Making a Last Will and Testament is the key to preparing any estate plan. While the law does not require anyone to make a will, if you do not have one, then upon your death your property will be distributed as provided by state law. A will allows you to exercise control over the disposition of your property.

Any person over the age of 18 who is of “sound mind” can make a will at anytime. Most wills are type-written and signed by the testator—the person making the will—in the presence of at least two witnesses. The witnesses do not have to read the will or know its contents. The law only requires that the testator declare in their presence that he or she intends to sign (or has signed) the document as a Last Will and Testament. If for some reason the testator is physically unable to sign the will, he or she may direct someone else present to sign on his or her behalf.

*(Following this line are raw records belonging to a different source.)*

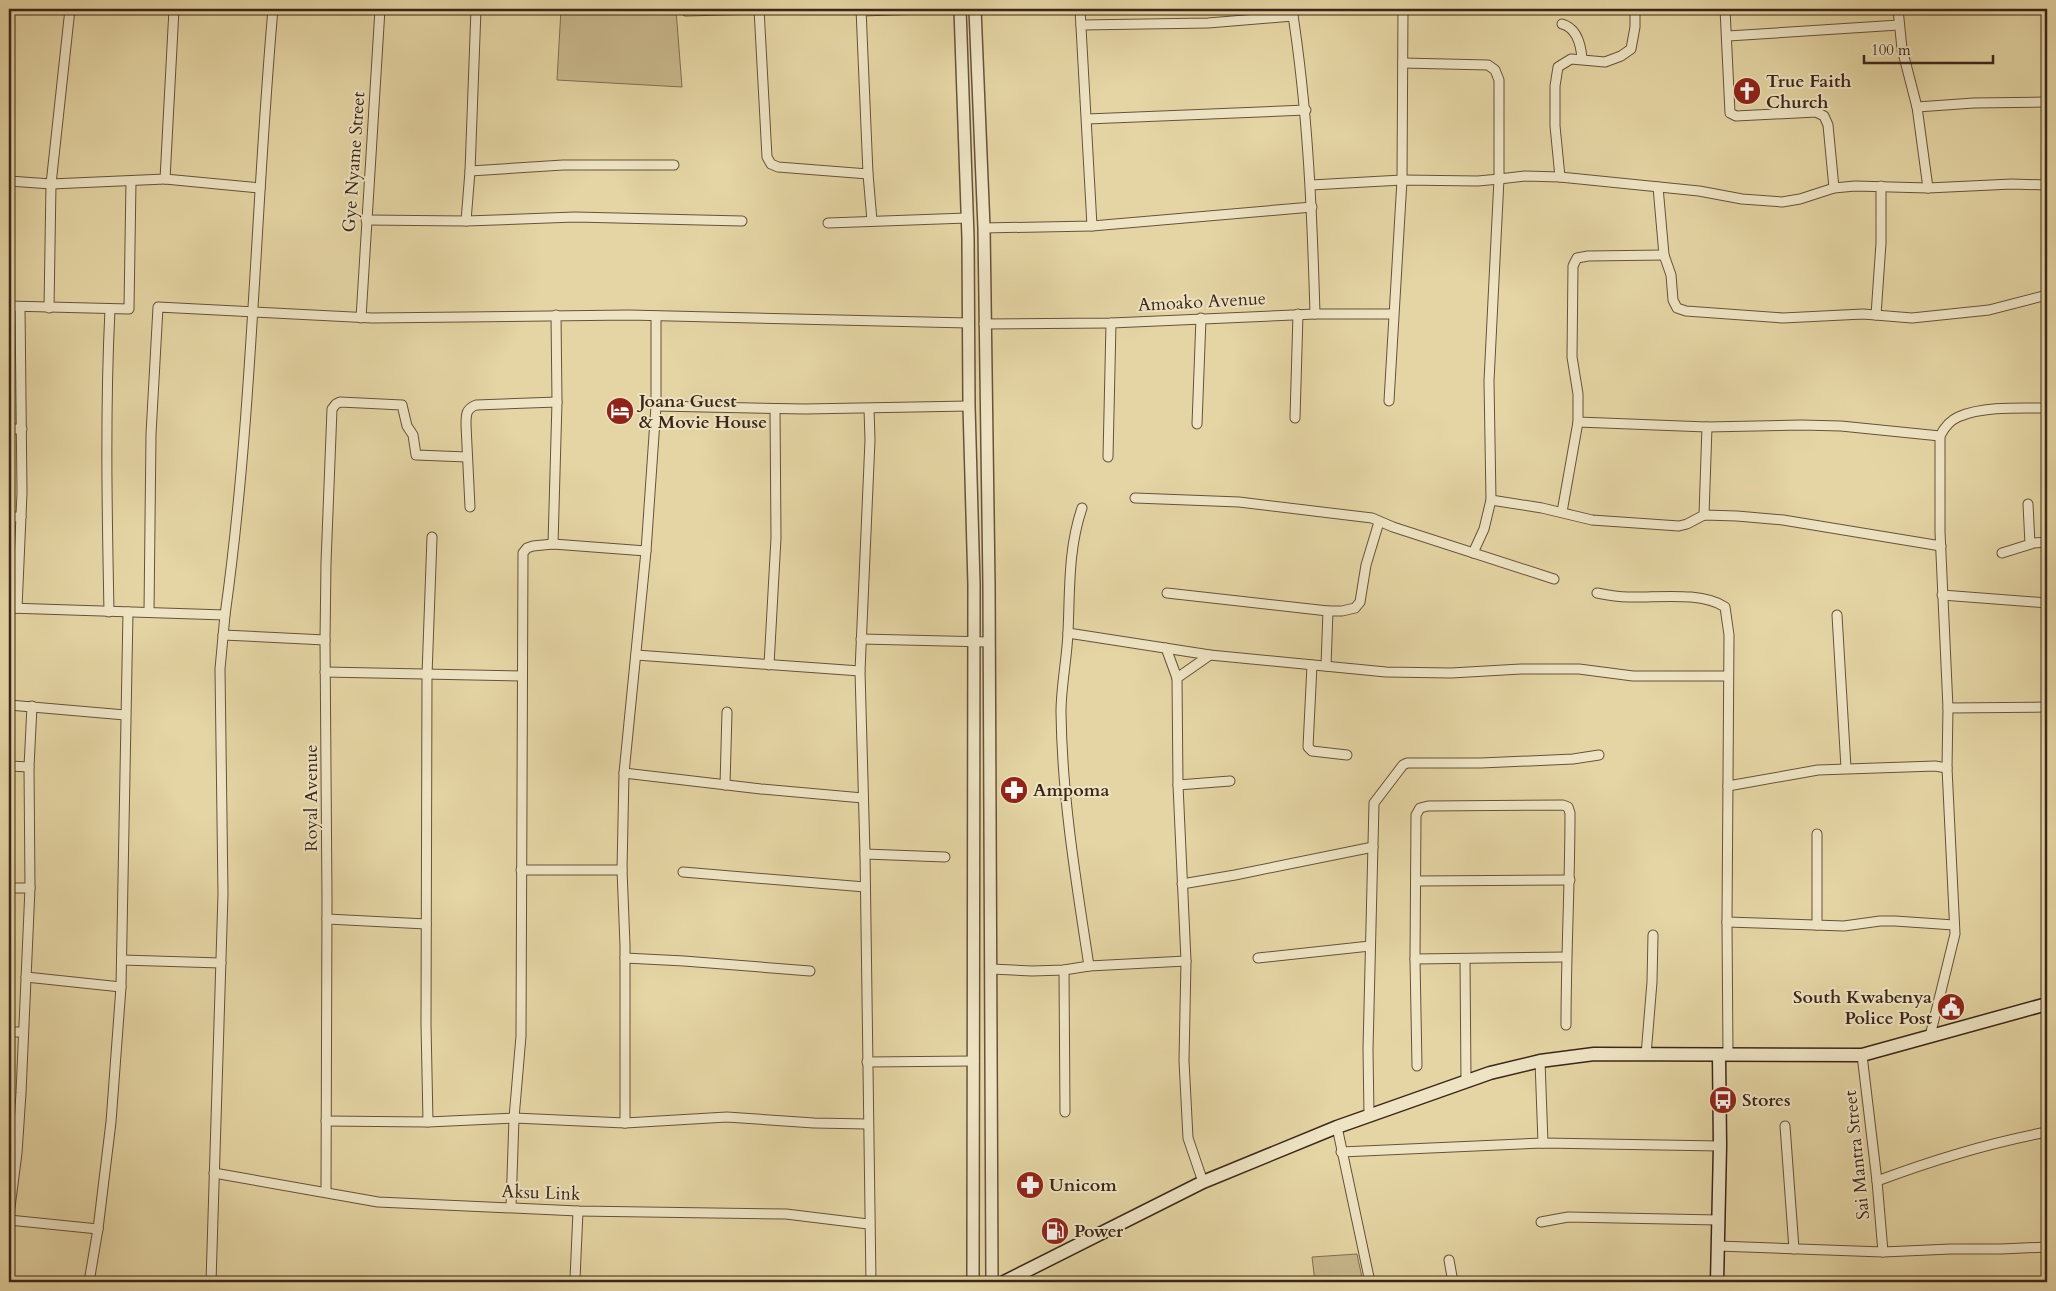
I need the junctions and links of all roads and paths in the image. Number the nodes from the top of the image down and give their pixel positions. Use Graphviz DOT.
graph roads {
  1 [pos="70,9"];
  2 [pos="174,9"];
  3 [pos="273,9"];
  4 [pos="380,9"];
  5 [pos="476,9"];
  6 [pos="760,9"];
  7 [pos="925,9"];
  8 [pos="960,9"];
  9 [pos="975,9"];
  10 [pos="1080,9"];
  11 [pos="1403,9"];
  12 [pos="1635,9"];
  13 [pos="1725,9"];
  14 [pos="1898,9"];
  15 [pos="861,10"];
  16 [pos="686,11"];
  17 [pos="1293,12"];
  18 [pos="1562,24"];
  19 [pos="1899,25"];
  20 [pos="1082,26"];
  21 [pos="1728,36"];
  22 [pos="1582,59"];
  23 [pos="1403,63"];
  24 [pos="2047,102"];
  25 [pos="1917,107"];
  26 [pos="1306,110"];
  27 [pos="1086,119"];
  28 [pos="674,165"];
  29 [pos="470,171"];
  30 [pos="868,174"];
  31 [pos="1560,177"];
  32 [pos="1499,179"];
  33 [pos="165,180"];
  34 [pos="1402,180"];
  35 [pos="131,181"];
  36 [pos="9,182"];
  37 [pos="51,184"];
  38 [pos="1311,185"];
  39 [pos="2047,185"];
  40 [pos="1881,186"];
  41 [pos="1658,187"];
  42 [pos="260,188"];
  43 [pos="1834,188"];
  44 [pos="1928,188"];
  45 [pos="1312,207"];
  46 [pos="967,218"];
  47 [pos="366,220"];
  48 [pos="466,221"];
  49 [pos="742,221"];
  50 [pos="872,221"];
  51 [pos="828,222"];
  52 [pos="1092,226"];
  53 [pos="984,228"];
  54 [pos="1664,255"];
  55 [pos="2047,296"];
  56 [pos="9,306"];
  57 [pos="20,307"];
  58 [pos="49,308"];
  59 [pos="110,309"];
  60 [pos="252,311"];
  61 [pos="1298,314"];
  62 [pos="1315,314"];
  63 [pos="1393,314"];
  64 [pos="556,315"];
  65 [pos="1876,315"];
  66 [pos="656,316"];
  67 [pos="361,318"];
  68 [pos="1201,318"];
  69 [pos="968,323"];
  70 [pos="1111,323"];
  71 [pos="984,324"];
  72 [pos="1389,401"];
  73 [pos="557,402"];
  74 [pos="656,406"];
  75 [pos="970,406"];
  76 [pos="869,408"];
  77 [pos="2047,408"];
  78 [pos="775,409"];
  79 [pos="1295,418"];
  80 [pos="1578,422"];
  81 [pos="1197,424"];
  82 [pos="1707,427"];
  83 [pos="9,429"];
  84 [pos="22,429"];
  85 [pos="1940,436"];
  86 [pos="467,457"];
  87 [pos="1108,457"];
  88 [pos="1135,498"];
  89 [pos="1491,500"];
  90 [pos="2028,504"];
  91 [pos="470,507"];
  92 [pos="1082,508"];
  93 [pos="1562,512"];
  94 [pos="1704,516"];
  95 [pos="9,517"];
  96 [pos="21,518"];
  97 [pos="1379,522"];
  98 [pos="432,537"];
  99 [pos="2047,542"];
  100 [pos="553,544"];
  101 [pos="2030,544"];
  102 [pos="1941,546"];
  103 [pos="646,552"];
  104 [pos="1472,553"];
  105 [pos="2002,553"];
  106 [pos="1554,579"];
  107 [pos="1167,593"];
  108 [pos="1597,593"];
  109 [pos="1942,594"];
  110 [pos="2047,603"];
  111 [pos="13,608"];
  112 [pos="1328,611"];
  113 [pos="109,612"];
  114 [pos="128,612"];
  115 [pos="149,612"];
  116 [pos="225,615"];
  117 [pos="1838,615"];
  118 [pos="1068,633"];
  119 [pos="223,635"];
  120 [pos="861,639"];
  121 [pos="325,640"];
  122 [pos="974,642"];
  123 [pos="989,642"];
  124 [pos="1166,648"];
  125 [pos="1210,654"];
  126 [pos="636,655"];
  127 [pos="769,665"];
  128 [pos="1312,665"];
  129 [pos="1326,666"];
  130 [pos="860,671"];
  131 [pos="325,672"];
  132 [pos="427,675"];
  133 [pos="522,676"];
  134 [pos="1728,676"];
  135 [pos="1177,678"];
  136 [pos="2047,680"];
  137 [pos="9,706"];
  138 [pos="32,706"];
  139 [pos="1948,708"];
  140 [pos="2047,708"];
  141 [pos="727,712"];
  142 [pos="125,715"];
  143 [pos="1347,755"];
  144 [pos="1598,755"];
  145 [pos="9,766"];
  146 [pos="30,767"];
  147 [pos="1846,768"];
  148 [pos="1948,768"];
  149 [pos="624,773"];
  150 [pos="1230,781"];
  151 [pos="726,785"];
  152 [pos="1178,785"];
  153 [pos="1728,786"];
  154 [pos="863,798"];
  155 [pos="1817,834"];
  156 [pos="1373,847"];
  157 [pos="865,854"];
  158 [pos="945,857"];
  159 [pos="521,870"];
  160 [pos="622,870"];
  161 [pos="683,872"];
  162 [pos="1570,880"];
  163 [pos="1417,882"];
  164 [pos="1182,884"];
  165 [pos="9,888"];
  166 [pos="30,888"];
  167 [pos="865,888"];
  168 [pos="327,919"];
  169 [pos="1727,922"];
  170 [pos="426,924"];
  171 [pos="1817,925"];
  172 [pos="1954,925"];
  173 [pos="1653,935"];
  174 [pos="1370,946"];
  175 [pos="1566,957"];
  176 [pos="625,958"];
  177 [pos="1258,958"];
  178 [pos="1415,959"];
  179 [pos="1465,959"];
  180 [pos="122,960"];
  181 [pos="1186,960"];
  182 [pos="220,963"];
  183 [pos="1089,966"];
  184 [pos="991,969"];
  185 [pos="1064,970"];
  186 [pos="810,972"];
  187 [pos="26,977"];
  188 [pos="121,987"];
  189 [pos="2047,1004"];
  190 [pos="1566,1025"];
  191 [pos="9,1032"];
  192 [pos="23,1032"];
  193 [pos="1930,1036"];
  194 [pos="1723,1054"];
  195 [pos="1646,1055"];
  196 [pos="1862,1055"];
  197 [pos="974,1061"];
  198 [pos="867,1062"];
  199 [pos="1540,1062"];
  200 [pos="1417,1066"];
  201 [pos="1466,1081"];
  202 [pos="1065,1112"];
  203 [pos="1369,1116"];
  204 [pos="514,1118"];
  205 [pos="326,1121"];
  206 [pos="428,1122"];
  207 [pos="625,1123"];
  208 [pos="868,1124"];
  209 [pos="1785,1126"];
  210 [pos="1336,1127"];
  211 [pos="2047,1132"];
  212 [pos="1543,1143"];
  213 [pos="1720,1146"];
  214 [pos="1342,1152"];
  215 [pos="13,1153"];
  216 [pos="214,1173"];
  217 [pos="1877,1181"];
  218 [pos="1202,1182"];
  219 [pos="326,1192"];
  220 [pos="511,1207"];
  221 [pos="578,1211"];
  222 [pos="9,1215"];
  223 [pos="9,1220"];
  224 [pos="1718,1220"];
  225 [pos="1541,1222"];
  226 [pos="868,1224"];
  227 [pos="98,1229"];
  228 [pos="1718,1246"];
  229 [pos="2047,1247"];
  230 [pos="1794,1249"];
  231 [pos="1883,1252"];
  232 [pos="1449,1260"];
  233 [pos="575,1279"];
  234 [pos="89,1282"];
  235 [pos="211,1282"];
  236 [pos="871,1282"];
  237 [pos="973,1282"];
  238 [pos="992,1282"];
  239 [pos="1004,1282"];
  240 [pos="1370,1282"];
  241 [pos="1452,1282"];
  242 [pos="1717,1282"];
  1 -- 37 [label="street"];
  2 -- 33 [label="street"];
  3 -- 42 [label="street"];
  4 -- 47 [label="street, Gye Nyame Street"];
  5 -- 29 [label="street"];
  6 -- 16 [label="street"];
  6 -- 30 [label="street"];
  7 -- 15 [label="street"];
  8 -- 46 [label="street"];
  9 -- 53 [label="street"];
  10 -- 20 [label="street"];
  11 -- 23 [label="street"];
  12 -- 22 [label="street"];
  13 -- 21 [label="street"];
  14 -- 19 [label="street"];
  15 -- 30 [label="street"];
  17 -- 20 [label="street"];
  17 -- 26 [label="street"];
  18 -- 22 [label="street"];
  19 -- 21 [label="street"];
  19 -- 25 [label="street"];
  20 -- 27 [label="street"];
  21 -- 43 [label="street"];
  22 -- 31 [label="street"];
  23 -- 32 [label="street"];
  23 -- 34 [label="street"];
  24 -- 25 [label="street"];
  25 -- 44 [label="street"];
  26 -- 27 [label="street"];
  26 -- 38 [label="street"];
  27 -- 52 [label="street"];
  28 -- 29 [label="street"];
  29 -- 48 [label="street"];
  30 -- 50 [label="street"];
  31 -- 32 [label="street"];
  31 -- 41 [label="street"];
  32 -- 34 [label="street"];
  32 -- 89 [label="street"];
  33 -- 35 [label="street"];
  33 -- 42 [label="street"];
  34 -- 38 [label="street"];
  34 -- 63 [label="street"];
  35 -- 37 [label="street"];
  35 -- 59 [label="street"];
  36 -- 37 [label="street"];
  37 -- 58 [label="street"];
  38 -- 45 [label="street"];
  39 -- 44 [label="street"];
  40 -- 43 [label="street"];
  40 -- 44 [label="street"];
  40 -- 65 [label="street"];
  41 -- 43 [label="street"];
  41 -- 54 [label="street"];
  42 -- 60 [label="street"];
  45 -- 52 [label="street"];
  45 -- 62 [label="street"];
  46 -- 50 [label="street"];
  46 -- 69 [label="street"];
  47 -- 48 [label="street"];
  47 -- 67 [label="street, Gye Nyame Street"];
  48 -- 49 [label="street"];
  50 -- 51 [label="street"];
  52 -- 53 [label="street"];
  53 -- 71 [label="street"];
  54 -- 65 [label="street"];
  54 -- 80 [label="street"];
  55 -- 65 [label="street"];
  56 -- 57 [label="street"];
  57 -- 58 [label="street"];
  57 -- 84 [label="street"];
  58 -- 59 [label="street"];
  59 -- 113 [label="street"];
  60 -- 67 [label="street"];
  60 -- 115 [label="street"];
  60 -- 116 [label="street"];
  61 -- 62 [label="street, Amoako Avenue"];
  61 -- 68 [label="street, Amoako Avenue"];
  61 -- 79 [label="street"];
  62 -- 63 [label="street, Amoako Avenue"];
  63 -- 72 [label="street"];
  64 -- 66 [label="street"];
  64 -- 67 [label="street"];
  64 -- 73 [label="street"];
  66 -- 69 [label="street"];
  66 -- 74 [label="street"];
  68 -- 70 [label="street, Amoako Avenue"];
  68 -- 81 [label="street"];
  69 -- 75 [label="street"];
  70 -- 71 [label="street, Amoako Avenue"];
  70 -- 87 [label="street"];
  71 -- 123 [label="street"];
  73 -- 86 [label="street"];
  73 -- 100 [label="street"];
  74 -- 78 [label="street"];
  74 -- 103 [label="street"];
  75 -- 76 [label="street"];
  75 -- 122 [label="street"];
  76 -- 78 [label="street"];
  76 -- 120 [label="street"];
  77 -- 85 [label="street"];
  78 -- 127 [label="street"];
  80 -- 82 [label="street"];
  80 -- 93 [label="street"];
  82 -- 85 [label="street"];
  82 -- 94 [label="street"];
  83 -- 84 [label="street"];
  84 -- 96 [label="street"];
  85 -- 102 [label="street"];
  86 -- 91 [label="street"];
  86 -- 121 [label="street, Royal Avenue"];
  88 -- 97 [label="street"];
  89 -- 93 [label="street"];
  89 -- 104 [label="street"];
  90 -- 101 [label="street"];
  92 -- 118 [label="street"];
  93 -- 94 [label="street"];
  94 -- 102 [label="street"];
  95 -- 96 [label="street"];
  96 -- 111 [label="street"];
  97 -- 104 [label="street"];
  97 -- 112 [label="street"];
  98 -- 132 [label="street"];
  99 -- 101 [label="street"];
  100 -- 103 [label="street"];
  100 -- 133 [label="street"];
  101 -- 105 [label="street"];
  102 -- 109 [label="street"];
  103 -- 126 [label="street"];
  104 -- 106 [label="street"];
  107 -- 112 [label="street"];
  108 -- 134 [label="street"];
  109 -- 110 [label="street"];
  109 -- 139 [label="street"];
  111 -- 113 [label="street"];
  112 -- 129 [label="street"];
  113 -- 114 [label="street"];
  114 -- 115 [label="street"];
  114 -- 142 [label="street"];
  115 -- 116 [label="street"];
  116 -- 119 [label="street"];
  117 -- 147 [label="street"];
  118 -- 124 [label="street"];
  118 -- 183 [label="street"];
  119 -- 121 [label="street"];
  119 -- 182 [label="street"];
  120 -- 122 [label="street"];
  120 -- 130 [label="street"];
  121 -- 131 [label="street, Royal Avenue"];
  122 -- 123 [label="street"];
  122 -- 197 [label="street"];
  123 -- 184 [label="street"];
  124 -- 125 [label="street"];
  124 -- 135 [label="street"];
  125 -- 128 [label="street"];
  125 -- 135 [label="street"];
  126 -- 127 [label="street"];
  126 -- 149 [label="street"];
  127 -- 130 [label="street"];
  128 -- 129 [label="street"];
  128 -- 143 [label="street"];
  129 -- 134 [label="street"];
  130 -- 154 [label="street"];
  131 -- 132 [label="street"];
  131 -- 168 [label="street, Royal Avenue"];
  132 -- 133 [label="street"];
  132 -- 170 [label="street"];
  133 -- 159 [label="street"];
  134 -- 153 [label="street"];
  135 -- 152 [label="street"];
  136 -- 140 [label="street"];
  137 -- 138 [label="street"];
  138 -- 142 [label="street"];
  138 -- 146 [label="street"];
  139 -- 140 [label="street"];
  139 -- 148 [label="street"];
  141 -- 151 [label="street"];
  142 -- 180 [label="street"];
  144 -- 156 [label="street"];
  145 -- 146 [label="street"];
  146 -- 166 [label="street"];
  147 -- 148 [label="street"];
  147 -- 153 [label="street"];
  148 -- 172 [label="street"];
  149 -- 151 [label="street"];
  149 -- 160 [label="street"];
  150 -- 152 [label="street"];
  151 -- 154 [label="street"];
  152 -- 164 [label="street"];
  153 -- 169 [label="street"];
  154 -- 157 [label="street"];
  155 -- 171 [label="street"];
  156 -- 164 [label="street"];
  156 -- 174 [label="street"];
  157 -- 158 [label="street"];
  157 -- 167 [label="street"];
  159 -- 160 [label="street"];
  159 -- 204 [label="street"];
  160 -- 176 [label="street"];
  161 -- 167 [label="street"];
  162 -- 163 [label="street"];
  162 -- 163 [label="street"];
  162 -- 175 [label="street"];
  163 -- 178 [label="street"];
  164 -- 181 [label="street"];
  165 -- 166 [label="street"];
  166 -- 187 [label="street"];
  167 -- 198 [label="street"];
  168 -- 170 [label="street"];
  168 -- 205 [label="street, Royal Avenue"];
  169 -- 171 [label="street"];
  169 -- 194 [label="street"];
  170 -- 206 [label="street"];
  171 -- 172 [label="street"];
  172 -- 193 [label="street"];
  173 -- 195 [label="street"];
  174 -- 177 [label="street"];
  174 -- 203 [label="street"];
  175 -- 179 [label="street"];
  175 -- 190 [label="street"];
  176 -- 186 [label="street"];
  176 -- 207 [label="street"];
  178 -- 179 [label="street"];
  178 -- 200 [label="street"];
  179 -- 201 [label="street"];
  180 -- 182 [label="street"];
  180 -- 188 [label="street"];
  181 -- 183 [label="street"];
  181 -- 218 [label="street"];
  182 -- 216 [label="street"];
  183 -- 185 [label="street"];
  184 -- 185 [label="street"];
  184 -- 238 [label="street"];
  185 -- 202 [label="street"];
  187 -- 188 [label="street"];
  187 -- 192 [label="street"];
  188 -- 227 [label="street"];
  189 -- 193 [label="main road"];
  191 -- 192 [label="street"];
  192 -- 215 [label="street"];
  193 -- 196 [label="main road"];
  194 -- 195 [label="main road"];
  194 -- 196 [label="main road"];
  194 -- 213 [label="main road"];
  195 -- 199 [label="main road"];
  196 -- 217 [label="street, Sai Mantra Street"];
  197 -- 198 [label="street"];
  197 -- 237 [label="street"];
  198 -- 208 [label="street"];
  199 -- 201 [label="main road"];
  199 -- 212 [label="street"];
  201 -- 203 [label="main road"];
  203 -- 210 [label="main road"];
  204 -- 206 [label="street"];
  204 -- 207 [label="street"];
  204 -- 220 [label="street"];
  205 -- 206 [label="street"];
  205 -- 219 [label="street, Royal Avenue"];
  207 -- 208 [label="street"];
  208 -- 226 [label="street"];
  209 -- 230 [label="street"];
  210 -- 214 [label="street"];
  210 -- 218 [label="main road"];
  211 -- 217 [label="street"];
  212 -- 213 [label="street"];
  212 -- 214 [label="street"];
  213 -- 224 [label="main road"];
  214 -- 240 [label="street"];
  215 -- 222 [label="street"];
  216 -- 219 [label="street, Aksu Link"];
  216 -- 235 [label="street"];
  217 -- 231 [label="street, Sai Mantra Street"];
  218 -- 239 [label="main road"];
  219 -- 220 [label="street, Aksu Link"];
  220 -- 221 [label="street, Aksu Link"];
  221 -- 226 [label="street, Aksu Link"];
  221 -- 233 [label="street"];
  223 -- 227 [label="street"];
  224 -- 225 [label="street"];
  224 -- 228 [label="main road"];
  226 -- 236 [label="street"];
  227 -- 234 [label="street"];
  228 -- 230 [label="street"];
  228 -- 242 [label="main road"];
  229 -- 231 [label="street"];
  230 -- 231 [label="street"];
  232 -- 241 [label="street"];
}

The witnesses can generally be anyone, preferably someone who does not have an interest in the testator’s estate. However, North Carolina law does not automatically invalidate a witness who may be a beneficiary of the will.

A valid will does not require any type of seal or notarization. However, the law does allow the testator and witnesses to execute a notarized affidavit at the same time the will is signed, attesting to the fact the will was in fact signed by the testator in the witnesses’ presence. This makes the will “self-proving,” so that when it it is filed after the testator’s death, the probate court does not have to make a separate inquiry to determine if the signatures of the testator and witnesses were valid. The affidavit has the same legal force as if the parties testified in court under oath.

North Carolina also recognizes two alternate forms of wills, known as holographic and nuncupative wills. A holographic will is handwritten, not typed, and must be entirely in the testator’s handwriting. Holographic wills are valid without witnesses, but the testator must still sign it.

A nuncupative will is an oral will made in the presence of at least two witnesses. Most US states do not recognize nuncupative wills, but North Carolina does if the testator is dying from his or her “last sickness or in imminent peril” and in fact dies as a result of that sickness or peril. North Carolina only permits nuncupative wills for the disposition of personal property. Real estate can only be disposed of by a written or holographic will.